> _Task inputs_
<<<<

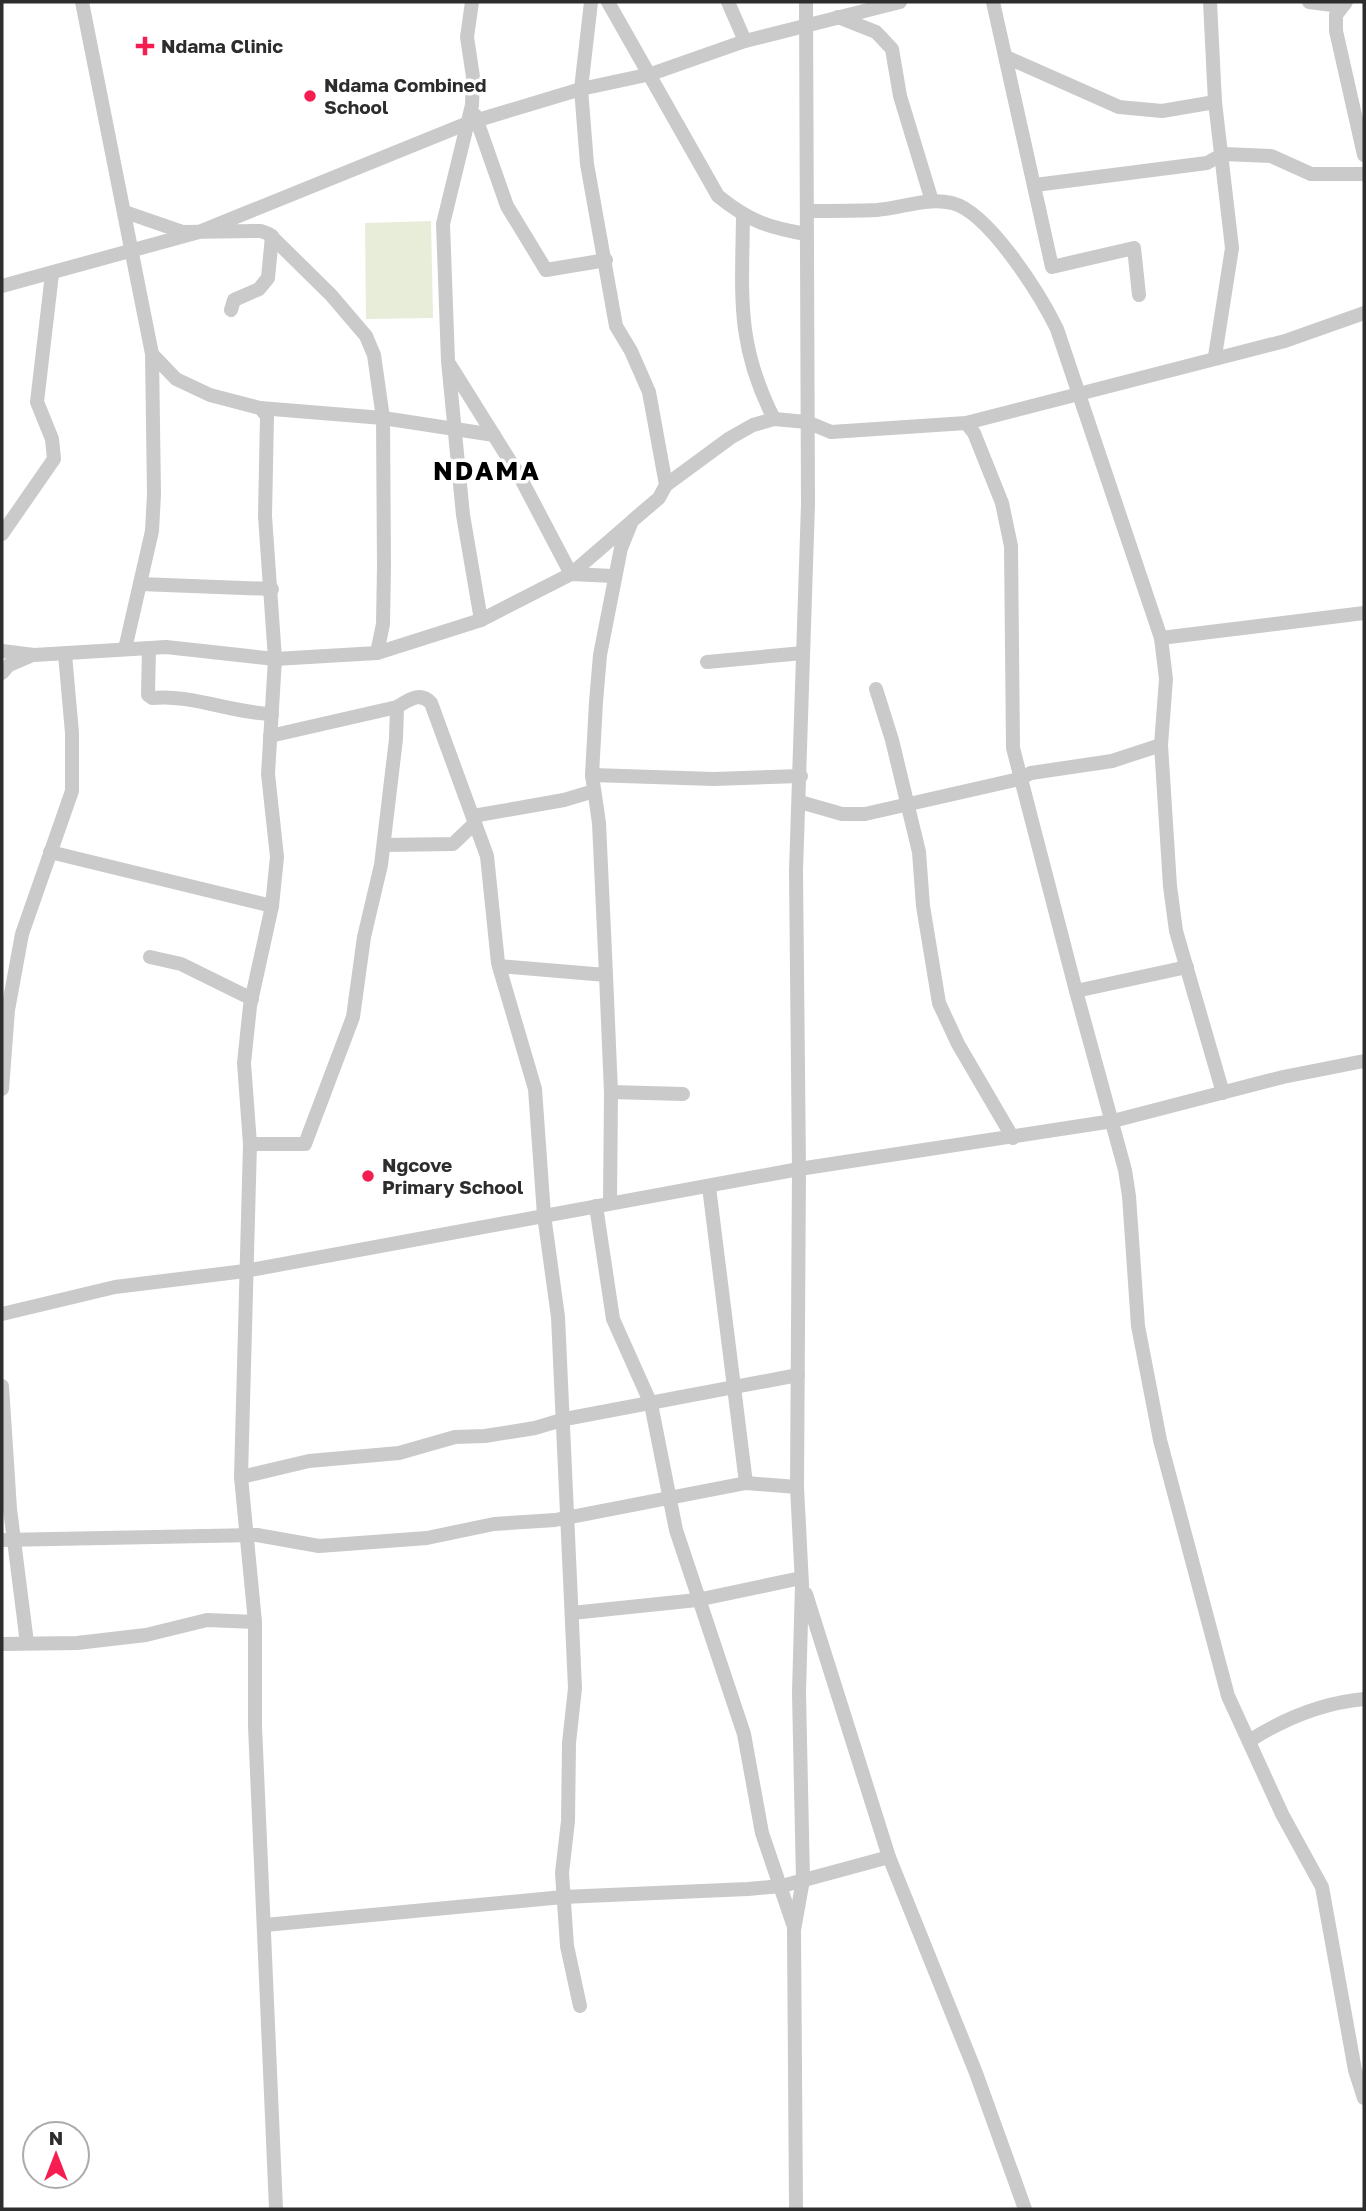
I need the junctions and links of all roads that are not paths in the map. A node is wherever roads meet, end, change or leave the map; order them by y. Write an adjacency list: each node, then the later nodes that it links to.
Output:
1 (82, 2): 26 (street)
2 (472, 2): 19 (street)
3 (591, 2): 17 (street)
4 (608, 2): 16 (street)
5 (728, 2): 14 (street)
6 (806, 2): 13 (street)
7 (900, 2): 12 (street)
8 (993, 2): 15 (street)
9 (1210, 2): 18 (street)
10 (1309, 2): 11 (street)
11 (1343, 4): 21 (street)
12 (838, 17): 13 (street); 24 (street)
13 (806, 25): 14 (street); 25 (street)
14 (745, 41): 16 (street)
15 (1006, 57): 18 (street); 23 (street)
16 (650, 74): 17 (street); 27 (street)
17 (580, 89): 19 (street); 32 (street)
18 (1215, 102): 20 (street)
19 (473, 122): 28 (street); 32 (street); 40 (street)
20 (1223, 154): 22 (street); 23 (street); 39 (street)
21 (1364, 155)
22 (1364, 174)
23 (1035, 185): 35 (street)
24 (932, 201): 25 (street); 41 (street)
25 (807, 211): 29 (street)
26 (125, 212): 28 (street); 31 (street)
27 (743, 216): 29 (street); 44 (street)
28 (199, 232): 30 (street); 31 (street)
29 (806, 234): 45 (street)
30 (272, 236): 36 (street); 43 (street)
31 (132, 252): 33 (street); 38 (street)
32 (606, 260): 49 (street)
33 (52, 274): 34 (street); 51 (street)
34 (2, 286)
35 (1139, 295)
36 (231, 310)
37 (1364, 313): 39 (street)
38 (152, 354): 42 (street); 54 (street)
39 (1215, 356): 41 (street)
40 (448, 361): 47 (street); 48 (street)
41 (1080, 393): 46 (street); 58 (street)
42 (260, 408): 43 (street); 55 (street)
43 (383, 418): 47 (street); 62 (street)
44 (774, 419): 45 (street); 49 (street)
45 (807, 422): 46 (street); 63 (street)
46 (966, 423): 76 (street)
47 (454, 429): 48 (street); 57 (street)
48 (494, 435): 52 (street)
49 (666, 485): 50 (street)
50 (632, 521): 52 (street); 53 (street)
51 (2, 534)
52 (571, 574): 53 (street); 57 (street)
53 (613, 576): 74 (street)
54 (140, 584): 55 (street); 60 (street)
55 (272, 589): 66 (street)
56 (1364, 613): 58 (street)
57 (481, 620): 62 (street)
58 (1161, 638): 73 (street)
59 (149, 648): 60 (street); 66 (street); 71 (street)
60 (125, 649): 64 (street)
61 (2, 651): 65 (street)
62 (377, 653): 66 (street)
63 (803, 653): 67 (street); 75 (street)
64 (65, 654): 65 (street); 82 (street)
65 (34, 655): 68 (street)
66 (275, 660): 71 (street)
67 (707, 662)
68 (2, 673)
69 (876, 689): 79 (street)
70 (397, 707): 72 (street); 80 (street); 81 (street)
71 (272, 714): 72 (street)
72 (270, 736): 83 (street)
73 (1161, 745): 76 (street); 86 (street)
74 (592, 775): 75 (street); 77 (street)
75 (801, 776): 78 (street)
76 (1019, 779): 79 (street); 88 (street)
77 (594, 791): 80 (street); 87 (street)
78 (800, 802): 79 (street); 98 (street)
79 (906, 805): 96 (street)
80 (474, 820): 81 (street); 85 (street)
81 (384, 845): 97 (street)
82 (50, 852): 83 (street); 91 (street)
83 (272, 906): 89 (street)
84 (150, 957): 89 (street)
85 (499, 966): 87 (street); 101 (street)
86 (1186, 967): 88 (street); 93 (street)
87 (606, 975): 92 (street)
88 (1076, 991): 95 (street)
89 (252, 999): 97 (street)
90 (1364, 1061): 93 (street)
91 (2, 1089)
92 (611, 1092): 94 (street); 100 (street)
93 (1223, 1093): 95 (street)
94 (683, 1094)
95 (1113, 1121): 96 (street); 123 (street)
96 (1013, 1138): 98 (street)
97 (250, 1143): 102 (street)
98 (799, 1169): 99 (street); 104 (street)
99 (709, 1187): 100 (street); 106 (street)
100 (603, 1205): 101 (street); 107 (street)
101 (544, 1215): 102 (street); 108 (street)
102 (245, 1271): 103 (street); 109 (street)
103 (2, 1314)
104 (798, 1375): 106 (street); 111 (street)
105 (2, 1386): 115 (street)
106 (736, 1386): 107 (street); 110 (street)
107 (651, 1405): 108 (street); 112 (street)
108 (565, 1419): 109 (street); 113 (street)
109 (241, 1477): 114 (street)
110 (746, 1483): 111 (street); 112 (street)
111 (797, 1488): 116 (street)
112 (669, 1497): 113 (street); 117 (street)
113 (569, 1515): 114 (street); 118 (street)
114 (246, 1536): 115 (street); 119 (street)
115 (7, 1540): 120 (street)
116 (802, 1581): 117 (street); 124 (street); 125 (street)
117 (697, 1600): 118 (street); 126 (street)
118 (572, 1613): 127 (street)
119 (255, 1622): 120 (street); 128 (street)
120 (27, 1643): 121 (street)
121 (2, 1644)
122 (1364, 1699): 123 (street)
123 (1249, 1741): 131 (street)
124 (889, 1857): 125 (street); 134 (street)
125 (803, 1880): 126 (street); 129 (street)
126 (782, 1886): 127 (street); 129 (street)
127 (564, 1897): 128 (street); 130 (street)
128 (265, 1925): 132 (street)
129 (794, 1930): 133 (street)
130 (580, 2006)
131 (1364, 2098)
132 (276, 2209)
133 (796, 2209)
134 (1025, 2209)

>>>>

From the first line to the last, retype the data above exactly, but not its images.

> _Task answer_
I need the junctions and links of all roads that are not paths in the map. A node is wherever roads meet, end, change or leave the map; order them by y. Write an adjacency list: each node, then the later nodes that it links to.
Output:
1 (82, 2): 26 (street)
2 (472, 2): 19 (street)
3 (591, 2): 17 (street)
4 (608, 2): 16 (street)
5 (728, 2): 14 (street)
6 (806, 2): 13 (street)
7 (900, 2): 12 (street)
8 (993, 2): 15 (street)
9 (1210, 2): 18 (street)
10 (1309, 2): 11 (street)
11 (1343, 4): 21 (street)
12 (838, 17): 13 (street); 24 (street)
13 (806, 25): 14 (street); 25 (street)
14 (745, 41): 16 (street)
15 (1006, 57): 18 (street); 23 (street)
16 (650, 74): 17 (street); 27 (street)
17 (580, 89): 19 (street); 32 (street)
18 (1215, 102): 20 (street)
19 (473, 122): 28 (street); 32 (street); 40 (street)
20 (1223, 154): 22 (street); 23 (street); 39 (street)
21 (1364, 155)
22 (1364, 174)
23 (1035, 185): 35 (street)
24 (932, 201): 25 (street); 41 (street)
25 (807, 211): 29 (street)
26 (125, 212): 28 (street); 31 (street)
27 (743, 216): 29 (street); 44 (street)
28 (199, 232): 30 (street); 31 (street)
29 (806, 234): 45 (street)
30 (272, 236): 36 (street); 43 (street)
31 (132, 252): 33 (street); 38 (street)
32 (606, 260): 49 (street)
33 (52, 274): 34 (street); 51 (street)
34 (2, 286)
35 (1139, 295)
36 (231, 310)
37 (1364, 313): 39 (street)
38 (152, 354): 42 (street); 54 (street)
39 (1215, 356): 41 (street)
40 (448, 361): 47 (street); 48 (street)
41 (1080, 393): 46 (street); 58 (street)
42 (260, 408): 43 (street); 55 (street)
43 (383, 418): 47 (street); 62 (street)
44 (774, 419): 45 (street); 49 (street)
45 (807, 422): 46 (street); 63 (street)
46 (966, 423): 76 (street)
47 (454, 429): 48 (street); 57 (street)
48 (494, 435): 52 (street)
49 (666, 485): 50 (street)
50 (632, 521): 52 (street); 53 (street)
51 (2, 534)
52 (571, 574): 53 (street); 57 (street)
53 (613, 576): 74 (street)
54 (140, 584): 55 (street); 60 (street)
55 (272, 589): 66 (street)
56 (1364, 613): 58 (street)
57 (481, 620): 62 (street)
58 (1161, 638): 73 (street)
59 (149, 648): 60 (street); 66 (street); 71 (street)
60 (125, 649): 64 (street)
61 (2, 651): 65 (street)
62 (377, 653): 66 (street)
63 (803, 653): 67 (street); 75 (street)
64 (65, 654): 65 (street); 82 (street)
65 (34, 655): 68 (street)
66 (275, 660): 71 (street)
67 (707, 662)
68 (2, 673)
69 (876, 689): 79 (street)
70 (397, 707): 72 (street); 80 (street); 81 (street)
71 (272, 714): 72 (street)
72 (270, 736): 83 (street)
73 (1161, 745): 76 (street); 86 (street)
74 (592, 775): 75 (street); 77 (street)
75 (801, 776): 78 (street)
76 (1019, 779): 79 (street); 88 (street)
77 (594, 791): 80 (street); 87 (street)
78 (800, 802): 79 (street); 98 (street)
79 (906, 805): 96 (street)
80 (474, 820): 81 (street); 85 (street)
81 (384, 845): 97 (street)
82 (50, 852): 83 (street); 91 (street)
83 (272, 906): 89 (street)
84 (150, 957): 89 (street)
85 (499, 966): 87 (street); 101 (street)
86 (1186, 967): 88 (street); 93 (street)
87 (606, 975): 92 (street)
88 (1076, 991): 95 (street)
89 (252, 999): 97 (street)
90 (1364, 1061): 93 (street)
91 (2, 1089)
92 (611, 1092): 94 (street); 100 (street)
93 (1223, 1093): 95 (street)
94 (683, 1094)
95 (1113, 1121): 96 (street); 123 (street)
96 (1013, 1138): 98 (street)
97 (250, 1143): 102 (street)
98 (799, 1169): 99 (street); 104 (street)
99 (709, 1187): 100 (street); 106 (street)
100 (603, 1205): 101 (street); 107 (street)
101 (544, 1215): 102 (street); 108 (street)
102 (245, 1271): 103 (street); 109 (street)
103 (2, 1314)
104 (798, 1375): 106 (street); 111 (street)
105 (2, 1386): 115 (street)
106 (736, 1386): 107 (street); 110 (street)
107 (651, 1405): 108 (street); 112 (street)
108 (565, 1419): 109 (street); 113 (street)
109 (241, 1477): 114 (street)
110 (746, 1483): 111 (street); 112 (street)
111 (797, 1488): 116 (street)
112 (669, 1497): 113 (street); 117 (street)
113 (569, 1515): 114 (street); 118 (street)
114 (246, 1536): 115 (street); 119 (street)
115 (7, 1540): 120 (street)
116 (802, 1581): 117 (street); 124 (street); 125 (street)
117 (697, 1600): 118 (street); 126 (street)
118 (572, 1613): 127 (street)
119 (255, 1622): 120 (street); 128 (street)
120 (27, 1643): 121 (street)
121 (2, 1644)
122 (1364, 1699): 123 (street)
123 (1249, 1741): 131 (street)
124 (889, 1857): 125 (street); 134 (street)
125 (803, 1880): 126 (street); 129 (street)
126 (782, 1886): 127 (street); 129 (street)
127 (564, 1897): 128 (street); 130 (street)
128 (265, 1925): 132 (street)
129 (794, 1930): 133 (street)
130 (580, 2006)
131 (1364, 2098)
132 (276, 2209)
133 (796, 2209)
134 (1025, 2209)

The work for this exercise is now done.